Nasceu em São Paulo no dia 1º de maio de 1928. (- “Condenação ao trabalho? – Aparentemente. Mas também a liberação pelo trabalho”). Pais: Antonio e Maria, imigrantes italianos, do lar. Antonio, funcionário da Light. Modesto. Quase salário-mínimo. Nunca bateu o olho no dr. Galloti. Cresceu no bairro do Cambuci, o Brás dois, como qualquer menino pobre, espiando as gulosas vitrines do Natal dos meninos ricos. Com dezesseis anos, ainda no ginásio, primeiro emprego para ajudar o orçamento de casa: contínuo da Gessy, que ainda não era Lever. Entra na Faculdade de Ciências Econômicas e Administrativas da Universidade de São Paulo. Aí, disparou. Foi logo trabalhar como escriturário do Departamento de Estradas e Rodagem, encarregado do controle de gastos de gasolina. (Se perder a embaixada e não ganhar o governo de São Paulo.) Passou depois para a Bolsa de Mercadorias e Associação Comercial de São Paulo.

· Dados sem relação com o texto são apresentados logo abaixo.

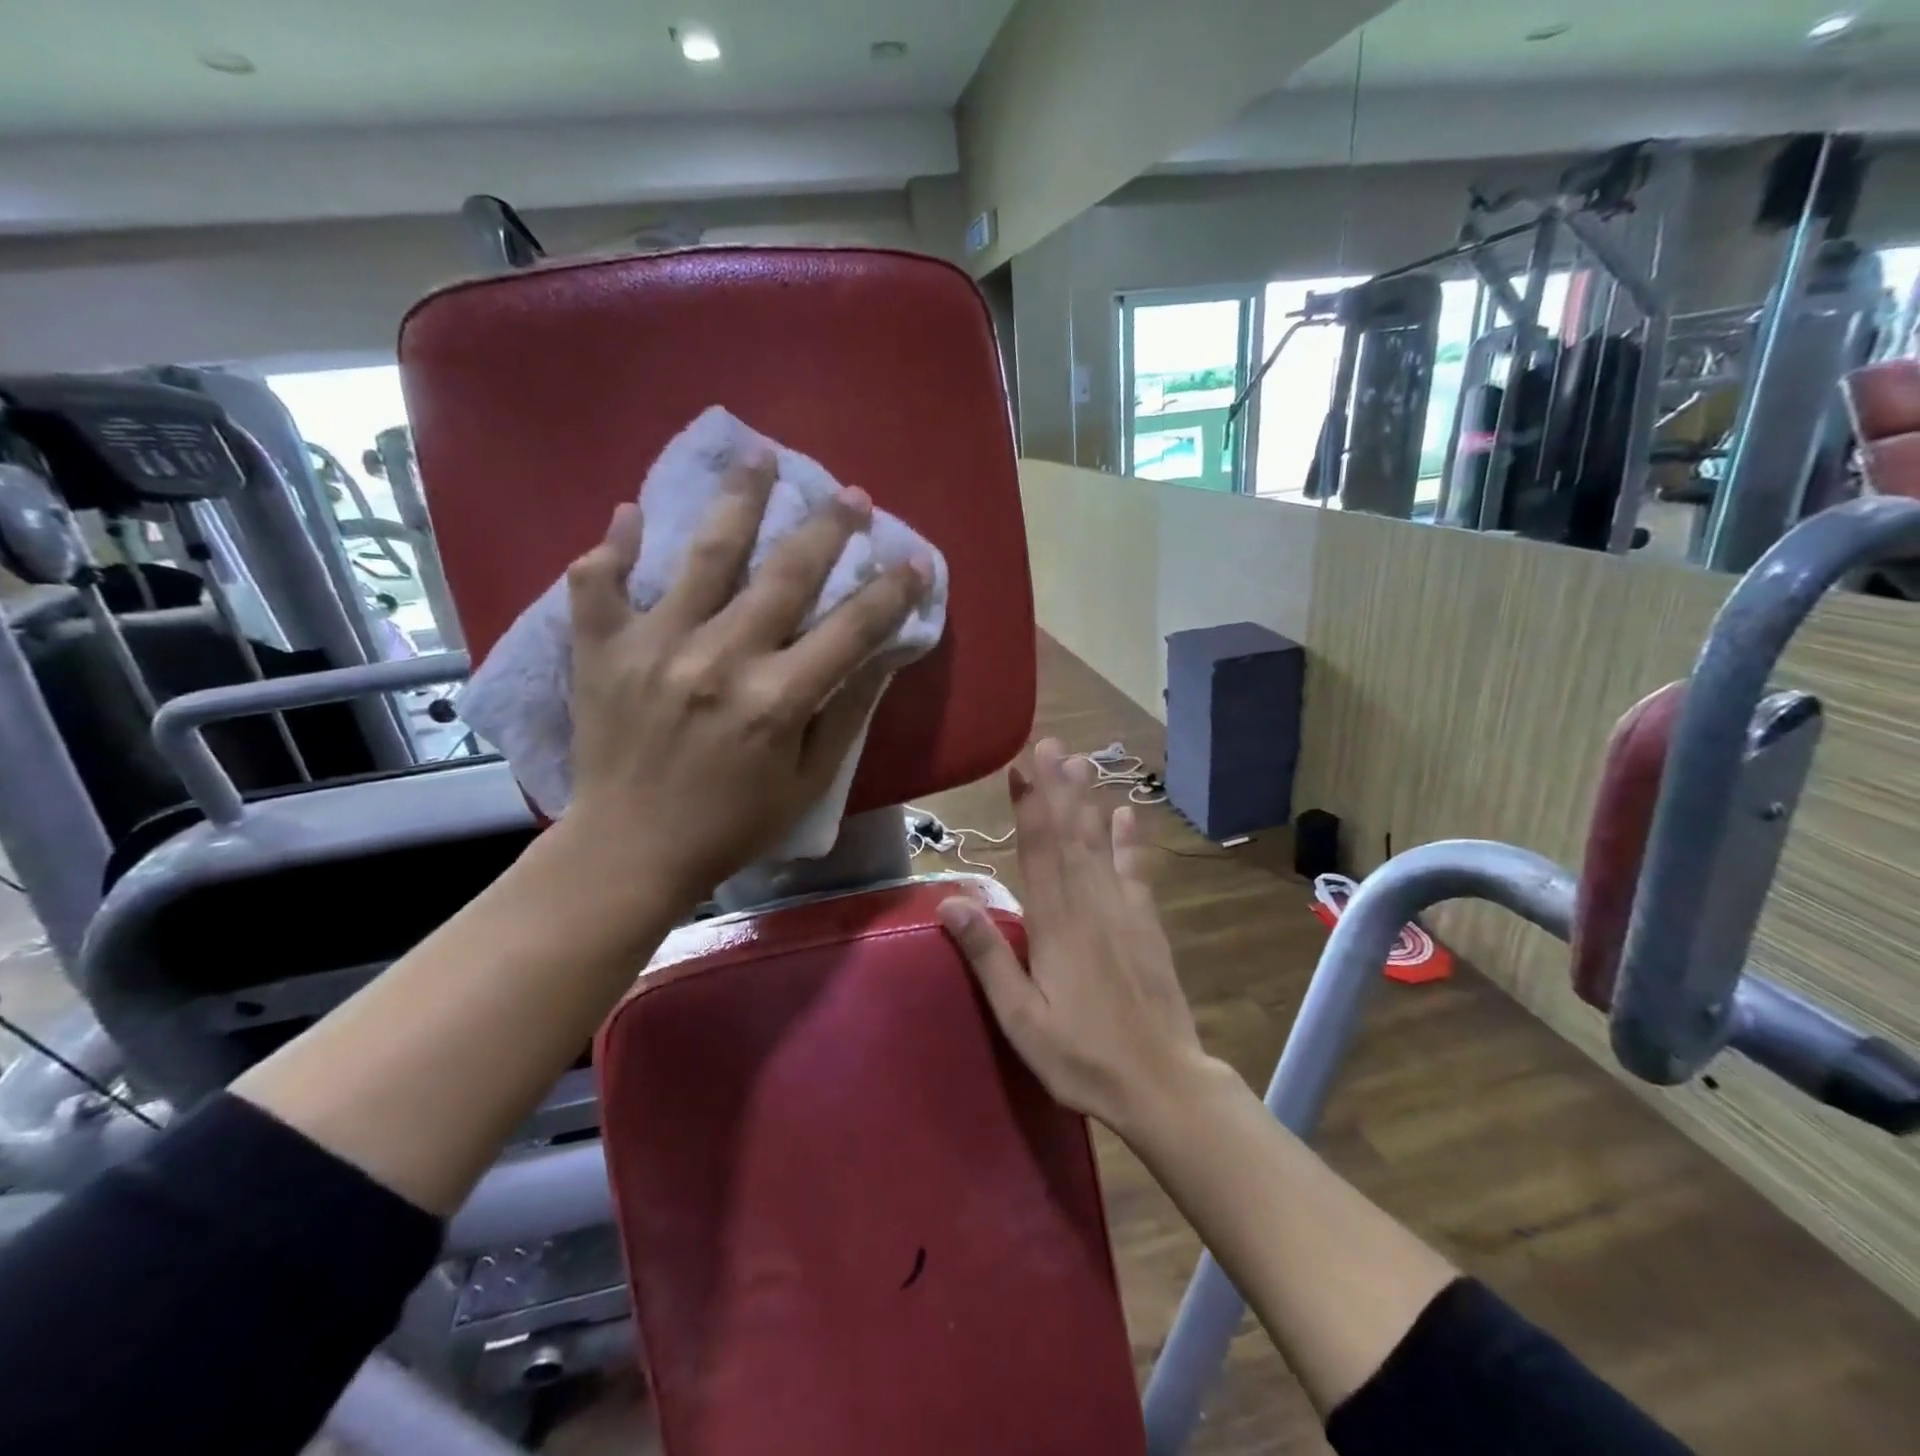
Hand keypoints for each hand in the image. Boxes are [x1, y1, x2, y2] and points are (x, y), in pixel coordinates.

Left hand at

Formação toda europeia. Os americanos ainda não haviam multinacionalizado a universidade brasileira. Os professores mais marcantes eram Mr. Stevenson, inglês, que introduziu no Brasil os métodos quantitativos na economia, a aplicação da matemática na economia, e Luís Freitas Bueno, em torno do qual se formou o primeiro grupo da escola.
– “A vida pública foi uma convocação do presidente Castelo para assumir a Secretaria da Fazenda de São Paulo, quando o Laudo, vice-governador, substituiu o Ademar. O Ministério da Fazenda foi consequência de uma exposição ao presidente Costa e Silva sobre os problemas agrícolas do país. Era a primeira vez que eu o via. Nisso houve uma influência muito grande do Andreazza. Eu tinha continuado secretário da Fazenda do governo do Sodré. Sai de lá para o Ministério. Desde 52 sempre cooperei com o governo, participando da formulação de alguns planejamentos. No governo Carvalho Pinto, participei do Plano de Ação. Fiquei lá de 59 a 63. Antes disso já tinha trabalhado no planejamento da bacia Paraná-Uruguai. Em 64, 65, tinha-se criado o Consplan, com o Roberto Campos. Fui convidado para participar. Junto com o Graciano Sá e com um grupo que estava tentando verificar o que podia acontecer com o país em dez anos, trabalhamos muito na formação de um plano.”